No fim, ganhou o Benfica: não o dos votos, mas o dos nervos. Aquele que só existe quando seis homens discutem com paixão, porque nenhum deles suporta a ideia de viver num mundo onde a Luz não brilhe intensamente.
E sim, foi divertido.
Venha daí agora avaliar o debate através de meia-dúzia de notas, de 0 a 20, e algumas ideias que sobraram de quatro horas de argumentos.
____________________
Rui Costa
Nota: 14
Entrou no debate com tudo a perder, nada de novo a anunciar e alguma margem para ganhar: afinal de contas, era o alvo a abater e tornou-se saco de pancada. Quando assim é, e a luta acaba por ser tão desigual, qualquer reação decente parece quase uma vitória. Provavelmente por isso, no fim ficou aquela sensação de que Rui Costa foi quem mais ganhou.

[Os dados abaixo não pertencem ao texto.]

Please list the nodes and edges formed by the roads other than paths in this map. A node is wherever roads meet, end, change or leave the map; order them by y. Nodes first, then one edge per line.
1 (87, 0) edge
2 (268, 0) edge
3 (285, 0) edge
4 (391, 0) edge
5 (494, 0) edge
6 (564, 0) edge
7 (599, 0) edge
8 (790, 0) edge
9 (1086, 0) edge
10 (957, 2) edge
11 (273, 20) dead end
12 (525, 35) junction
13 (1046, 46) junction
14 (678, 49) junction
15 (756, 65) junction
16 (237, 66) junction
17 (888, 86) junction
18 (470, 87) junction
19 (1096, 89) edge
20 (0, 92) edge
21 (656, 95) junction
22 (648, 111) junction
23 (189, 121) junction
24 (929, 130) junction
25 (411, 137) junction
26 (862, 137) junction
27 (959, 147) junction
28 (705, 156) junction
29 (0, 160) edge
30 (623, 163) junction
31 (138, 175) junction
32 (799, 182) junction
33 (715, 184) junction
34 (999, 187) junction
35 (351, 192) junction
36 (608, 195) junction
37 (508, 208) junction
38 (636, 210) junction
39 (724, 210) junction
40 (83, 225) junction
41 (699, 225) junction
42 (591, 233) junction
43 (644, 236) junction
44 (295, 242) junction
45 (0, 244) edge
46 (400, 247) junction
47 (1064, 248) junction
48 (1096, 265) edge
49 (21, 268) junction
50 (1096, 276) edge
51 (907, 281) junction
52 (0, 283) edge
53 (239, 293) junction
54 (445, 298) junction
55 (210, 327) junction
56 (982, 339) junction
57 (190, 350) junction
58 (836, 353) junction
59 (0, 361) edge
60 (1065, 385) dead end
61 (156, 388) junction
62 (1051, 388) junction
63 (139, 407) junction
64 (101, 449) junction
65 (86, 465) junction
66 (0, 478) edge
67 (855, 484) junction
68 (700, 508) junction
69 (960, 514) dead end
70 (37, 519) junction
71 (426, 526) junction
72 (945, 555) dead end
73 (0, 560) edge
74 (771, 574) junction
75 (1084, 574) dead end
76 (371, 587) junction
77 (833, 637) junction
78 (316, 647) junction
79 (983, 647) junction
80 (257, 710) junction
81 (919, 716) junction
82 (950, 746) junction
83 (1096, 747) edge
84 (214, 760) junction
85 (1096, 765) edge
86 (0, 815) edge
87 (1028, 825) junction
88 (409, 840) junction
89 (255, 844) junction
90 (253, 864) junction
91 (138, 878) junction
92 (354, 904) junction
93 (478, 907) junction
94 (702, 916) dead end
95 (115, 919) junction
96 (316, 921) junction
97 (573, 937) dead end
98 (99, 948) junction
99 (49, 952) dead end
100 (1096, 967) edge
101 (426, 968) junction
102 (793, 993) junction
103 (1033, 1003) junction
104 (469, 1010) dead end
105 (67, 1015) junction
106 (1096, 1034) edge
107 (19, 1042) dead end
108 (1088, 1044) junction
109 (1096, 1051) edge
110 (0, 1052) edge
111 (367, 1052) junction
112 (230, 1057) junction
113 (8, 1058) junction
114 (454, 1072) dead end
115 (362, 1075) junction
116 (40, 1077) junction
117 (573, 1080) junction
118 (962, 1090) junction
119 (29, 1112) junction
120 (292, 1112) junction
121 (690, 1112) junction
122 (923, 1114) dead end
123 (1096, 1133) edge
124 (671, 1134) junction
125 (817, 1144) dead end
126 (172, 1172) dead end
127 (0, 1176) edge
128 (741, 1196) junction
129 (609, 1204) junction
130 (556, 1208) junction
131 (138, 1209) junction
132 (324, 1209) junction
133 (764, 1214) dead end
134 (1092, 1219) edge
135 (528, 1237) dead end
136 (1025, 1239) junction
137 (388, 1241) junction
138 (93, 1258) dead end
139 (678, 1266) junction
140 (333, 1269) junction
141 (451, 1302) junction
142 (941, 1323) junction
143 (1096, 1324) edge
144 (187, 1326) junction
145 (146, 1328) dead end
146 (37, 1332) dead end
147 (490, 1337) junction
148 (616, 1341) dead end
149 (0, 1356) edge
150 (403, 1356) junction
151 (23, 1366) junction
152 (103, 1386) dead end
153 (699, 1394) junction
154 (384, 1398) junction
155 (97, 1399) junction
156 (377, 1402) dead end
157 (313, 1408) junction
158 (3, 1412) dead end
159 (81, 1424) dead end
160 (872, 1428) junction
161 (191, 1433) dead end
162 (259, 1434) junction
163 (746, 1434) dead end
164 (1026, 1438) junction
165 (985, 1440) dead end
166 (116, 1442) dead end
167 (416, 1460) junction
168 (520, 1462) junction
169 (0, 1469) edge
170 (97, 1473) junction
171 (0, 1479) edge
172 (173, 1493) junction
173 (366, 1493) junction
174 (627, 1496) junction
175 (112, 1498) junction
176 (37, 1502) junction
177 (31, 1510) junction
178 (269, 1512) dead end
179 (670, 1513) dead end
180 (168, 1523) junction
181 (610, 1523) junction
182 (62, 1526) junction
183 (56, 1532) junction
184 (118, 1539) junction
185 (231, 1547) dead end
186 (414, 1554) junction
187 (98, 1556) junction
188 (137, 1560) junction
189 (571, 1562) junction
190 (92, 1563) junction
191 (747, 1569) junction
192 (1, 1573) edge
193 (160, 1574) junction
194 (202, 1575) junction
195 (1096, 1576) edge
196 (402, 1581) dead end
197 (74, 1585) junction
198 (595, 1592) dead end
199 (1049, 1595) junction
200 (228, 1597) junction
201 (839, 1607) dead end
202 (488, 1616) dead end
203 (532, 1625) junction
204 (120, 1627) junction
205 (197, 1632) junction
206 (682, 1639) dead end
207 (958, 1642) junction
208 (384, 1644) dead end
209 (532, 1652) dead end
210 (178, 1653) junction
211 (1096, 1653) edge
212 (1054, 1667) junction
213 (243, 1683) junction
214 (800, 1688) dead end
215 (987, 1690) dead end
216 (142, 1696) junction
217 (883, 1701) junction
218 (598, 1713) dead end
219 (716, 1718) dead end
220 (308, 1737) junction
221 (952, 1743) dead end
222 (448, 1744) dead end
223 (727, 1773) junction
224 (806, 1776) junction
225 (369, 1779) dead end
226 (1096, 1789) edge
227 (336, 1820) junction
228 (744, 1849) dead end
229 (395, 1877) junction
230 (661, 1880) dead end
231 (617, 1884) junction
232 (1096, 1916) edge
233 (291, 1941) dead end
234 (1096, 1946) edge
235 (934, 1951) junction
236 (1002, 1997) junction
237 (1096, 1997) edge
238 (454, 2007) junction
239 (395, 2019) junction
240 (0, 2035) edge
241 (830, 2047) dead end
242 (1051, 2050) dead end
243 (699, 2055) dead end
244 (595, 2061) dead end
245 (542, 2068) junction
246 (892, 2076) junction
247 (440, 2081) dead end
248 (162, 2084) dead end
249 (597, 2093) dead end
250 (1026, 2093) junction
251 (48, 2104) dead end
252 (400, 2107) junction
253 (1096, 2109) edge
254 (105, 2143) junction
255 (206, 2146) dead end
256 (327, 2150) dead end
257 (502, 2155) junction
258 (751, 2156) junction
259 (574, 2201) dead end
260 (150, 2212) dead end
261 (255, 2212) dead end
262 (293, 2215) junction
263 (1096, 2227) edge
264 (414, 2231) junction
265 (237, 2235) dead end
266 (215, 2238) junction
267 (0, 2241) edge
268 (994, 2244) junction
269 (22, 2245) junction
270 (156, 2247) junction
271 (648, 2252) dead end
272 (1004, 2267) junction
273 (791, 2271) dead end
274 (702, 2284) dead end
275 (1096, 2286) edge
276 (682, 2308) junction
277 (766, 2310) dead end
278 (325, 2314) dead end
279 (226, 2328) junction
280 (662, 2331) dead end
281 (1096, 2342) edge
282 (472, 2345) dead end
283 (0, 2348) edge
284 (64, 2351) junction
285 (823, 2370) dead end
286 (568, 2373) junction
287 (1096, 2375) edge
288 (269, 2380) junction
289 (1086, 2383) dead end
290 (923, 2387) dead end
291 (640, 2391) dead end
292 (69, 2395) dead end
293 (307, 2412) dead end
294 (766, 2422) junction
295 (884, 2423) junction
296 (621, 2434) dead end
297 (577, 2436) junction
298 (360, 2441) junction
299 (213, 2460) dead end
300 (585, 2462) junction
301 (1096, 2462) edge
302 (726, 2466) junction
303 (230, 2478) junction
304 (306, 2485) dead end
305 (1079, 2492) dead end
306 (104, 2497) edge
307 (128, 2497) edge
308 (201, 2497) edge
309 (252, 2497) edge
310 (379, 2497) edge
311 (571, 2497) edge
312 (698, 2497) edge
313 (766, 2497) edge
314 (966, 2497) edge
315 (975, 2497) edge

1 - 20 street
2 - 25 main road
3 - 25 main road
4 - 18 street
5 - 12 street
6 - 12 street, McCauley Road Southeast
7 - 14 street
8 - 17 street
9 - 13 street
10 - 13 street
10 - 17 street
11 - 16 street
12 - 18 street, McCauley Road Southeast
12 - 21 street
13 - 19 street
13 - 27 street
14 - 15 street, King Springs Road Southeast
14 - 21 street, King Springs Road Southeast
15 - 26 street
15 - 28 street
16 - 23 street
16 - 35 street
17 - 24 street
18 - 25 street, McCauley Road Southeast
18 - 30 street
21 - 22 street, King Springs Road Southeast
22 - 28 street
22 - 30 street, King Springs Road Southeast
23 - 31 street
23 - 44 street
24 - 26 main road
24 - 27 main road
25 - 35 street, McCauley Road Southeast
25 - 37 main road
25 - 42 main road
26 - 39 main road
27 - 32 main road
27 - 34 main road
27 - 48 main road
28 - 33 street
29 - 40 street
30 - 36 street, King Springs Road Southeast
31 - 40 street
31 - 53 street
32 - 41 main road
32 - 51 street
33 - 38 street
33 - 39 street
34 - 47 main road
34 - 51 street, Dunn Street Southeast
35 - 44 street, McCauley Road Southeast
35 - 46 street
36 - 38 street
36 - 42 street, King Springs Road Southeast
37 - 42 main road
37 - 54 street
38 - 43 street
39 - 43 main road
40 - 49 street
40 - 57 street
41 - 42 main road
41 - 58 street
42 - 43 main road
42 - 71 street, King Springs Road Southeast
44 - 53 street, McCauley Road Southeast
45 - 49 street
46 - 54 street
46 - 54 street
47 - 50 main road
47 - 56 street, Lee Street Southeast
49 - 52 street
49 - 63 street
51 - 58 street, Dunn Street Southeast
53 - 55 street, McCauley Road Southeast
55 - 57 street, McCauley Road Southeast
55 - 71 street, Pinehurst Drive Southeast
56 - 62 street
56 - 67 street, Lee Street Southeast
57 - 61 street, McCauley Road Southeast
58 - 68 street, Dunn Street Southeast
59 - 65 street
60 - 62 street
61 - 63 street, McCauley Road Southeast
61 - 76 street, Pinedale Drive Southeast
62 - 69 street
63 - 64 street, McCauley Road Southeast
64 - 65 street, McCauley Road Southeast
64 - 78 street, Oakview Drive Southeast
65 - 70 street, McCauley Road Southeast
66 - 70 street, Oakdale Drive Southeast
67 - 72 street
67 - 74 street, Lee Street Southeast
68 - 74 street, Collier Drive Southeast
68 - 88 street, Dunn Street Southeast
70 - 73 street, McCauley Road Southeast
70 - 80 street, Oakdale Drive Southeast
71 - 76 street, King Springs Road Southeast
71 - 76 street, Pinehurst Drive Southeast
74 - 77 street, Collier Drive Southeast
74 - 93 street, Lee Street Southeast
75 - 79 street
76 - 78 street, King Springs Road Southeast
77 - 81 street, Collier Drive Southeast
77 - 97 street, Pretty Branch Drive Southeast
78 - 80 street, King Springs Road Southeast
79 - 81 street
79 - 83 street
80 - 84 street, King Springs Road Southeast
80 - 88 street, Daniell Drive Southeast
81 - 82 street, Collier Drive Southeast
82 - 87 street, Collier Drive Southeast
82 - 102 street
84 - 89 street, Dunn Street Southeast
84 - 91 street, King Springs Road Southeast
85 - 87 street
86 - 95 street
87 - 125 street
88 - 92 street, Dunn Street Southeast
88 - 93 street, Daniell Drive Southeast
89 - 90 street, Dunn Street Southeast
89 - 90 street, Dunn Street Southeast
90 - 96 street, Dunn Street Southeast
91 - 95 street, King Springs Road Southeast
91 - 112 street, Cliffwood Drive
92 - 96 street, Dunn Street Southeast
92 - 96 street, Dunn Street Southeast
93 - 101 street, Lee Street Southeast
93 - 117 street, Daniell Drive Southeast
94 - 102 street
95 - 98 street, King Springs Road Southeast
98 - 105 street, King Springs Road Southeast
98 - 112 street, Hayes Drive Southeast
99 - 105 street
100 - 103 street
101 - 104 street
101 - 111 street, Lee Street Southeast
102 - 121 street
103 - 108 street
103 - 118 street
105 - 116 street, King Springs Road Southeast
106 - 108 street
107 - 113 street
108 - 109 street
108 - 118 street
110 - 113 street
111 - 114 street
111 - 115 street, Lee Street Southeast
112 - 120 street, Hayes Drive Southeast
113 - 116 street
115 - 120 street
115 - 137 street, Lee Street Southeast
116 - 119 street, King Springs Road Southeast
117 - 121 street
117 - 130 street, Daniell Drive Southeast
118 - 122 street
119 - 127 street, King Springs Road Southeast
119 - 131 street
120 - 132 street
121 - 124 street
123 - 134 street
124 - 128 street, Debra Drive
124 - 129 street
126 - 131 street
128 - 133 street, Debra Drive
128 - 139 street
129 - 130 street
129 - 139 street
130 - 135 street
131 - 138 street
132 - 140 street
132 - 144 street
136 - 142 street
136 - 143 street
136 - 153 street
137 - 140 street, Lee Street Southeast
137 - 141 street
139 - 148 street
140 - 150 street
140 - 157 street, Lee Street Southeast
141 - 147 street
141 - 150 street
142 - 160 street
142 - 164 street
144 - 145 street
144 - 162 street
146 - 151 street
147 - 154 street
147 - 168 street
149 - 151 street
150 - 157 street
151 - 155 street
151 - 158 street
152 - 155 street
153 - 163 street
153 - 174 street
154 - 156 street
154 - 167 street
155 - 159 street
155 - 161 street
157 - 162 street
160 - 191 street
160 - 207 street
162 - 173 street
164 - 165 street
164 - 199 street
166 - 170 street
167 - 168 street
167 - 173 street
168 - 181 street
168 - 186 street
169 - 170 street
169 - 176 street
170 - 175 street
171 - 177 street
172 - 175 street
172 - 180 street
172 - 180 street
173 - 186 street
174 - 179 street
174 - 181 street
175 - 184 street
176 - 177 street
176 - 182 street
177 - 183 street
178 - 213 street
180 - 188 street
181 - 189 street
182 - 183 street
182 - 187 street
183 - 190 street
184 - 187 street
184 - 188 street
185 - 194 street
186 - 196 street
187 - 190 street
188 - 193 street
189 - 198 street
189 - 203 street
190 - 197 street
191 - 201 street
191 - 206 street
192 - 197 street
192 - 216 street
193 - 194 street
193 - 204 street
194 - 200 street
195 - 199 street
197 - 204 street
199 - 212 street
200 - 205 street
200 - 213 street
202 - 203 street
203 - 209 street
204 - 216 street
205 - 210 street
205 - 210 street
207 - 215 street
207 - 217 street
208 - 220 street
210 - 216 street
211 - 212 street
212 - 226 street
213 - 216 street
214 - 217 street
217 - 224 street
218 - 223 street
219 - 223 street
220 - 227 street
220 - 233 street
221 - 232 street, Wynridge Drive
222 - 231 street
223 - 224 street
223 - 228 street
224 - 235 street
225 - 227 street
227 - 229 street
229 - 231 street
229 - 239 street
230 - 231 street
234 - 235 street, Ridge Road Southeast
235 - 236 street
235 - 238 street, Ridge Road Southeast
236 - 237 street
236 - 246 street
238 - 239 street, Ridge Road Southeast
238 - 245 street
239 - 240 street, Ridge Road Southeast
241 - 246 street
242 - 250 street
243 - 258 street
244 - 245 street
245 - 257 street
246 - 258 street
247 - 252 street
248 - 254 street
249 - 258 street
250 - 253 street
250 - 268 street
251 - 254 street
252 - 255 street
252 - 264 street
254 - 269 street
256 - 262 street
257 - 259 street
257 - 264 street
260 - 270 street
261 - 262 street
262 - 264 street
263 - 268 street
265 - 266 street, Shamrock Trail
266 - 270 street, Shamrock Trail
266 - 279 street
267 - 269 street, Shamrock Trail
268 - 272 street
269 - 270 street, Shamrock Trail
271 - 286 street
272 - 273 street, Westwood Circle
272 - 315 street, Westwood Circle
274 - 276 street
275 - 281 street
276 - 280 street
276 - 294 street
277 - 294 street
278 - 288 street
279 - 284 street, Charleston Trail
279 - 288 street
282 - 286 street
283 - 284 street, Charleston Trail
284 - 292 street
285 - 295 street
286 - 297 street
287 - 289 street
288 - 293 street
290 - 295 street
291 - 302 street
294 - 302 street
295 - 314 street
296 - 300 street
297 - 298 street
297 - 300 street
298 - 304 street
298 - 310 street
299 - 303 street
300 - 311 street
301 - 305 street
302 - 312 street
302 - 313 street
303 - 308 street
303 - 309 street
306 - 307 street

A verdade, porém, é que surgiu bem preparado: trazia os dossiers e os detalhes na ponta da língua. Saiu mal, de facto, no dossier João Neves, não conseguindo provar-nos que era impossível fazer mais. Mas até aí marcou um ponto, quando Noronha dizia que um jogador assim tinha primeiro de ser campeão no Benfica e ele respondeu com um lapidar «e foi!». Touché.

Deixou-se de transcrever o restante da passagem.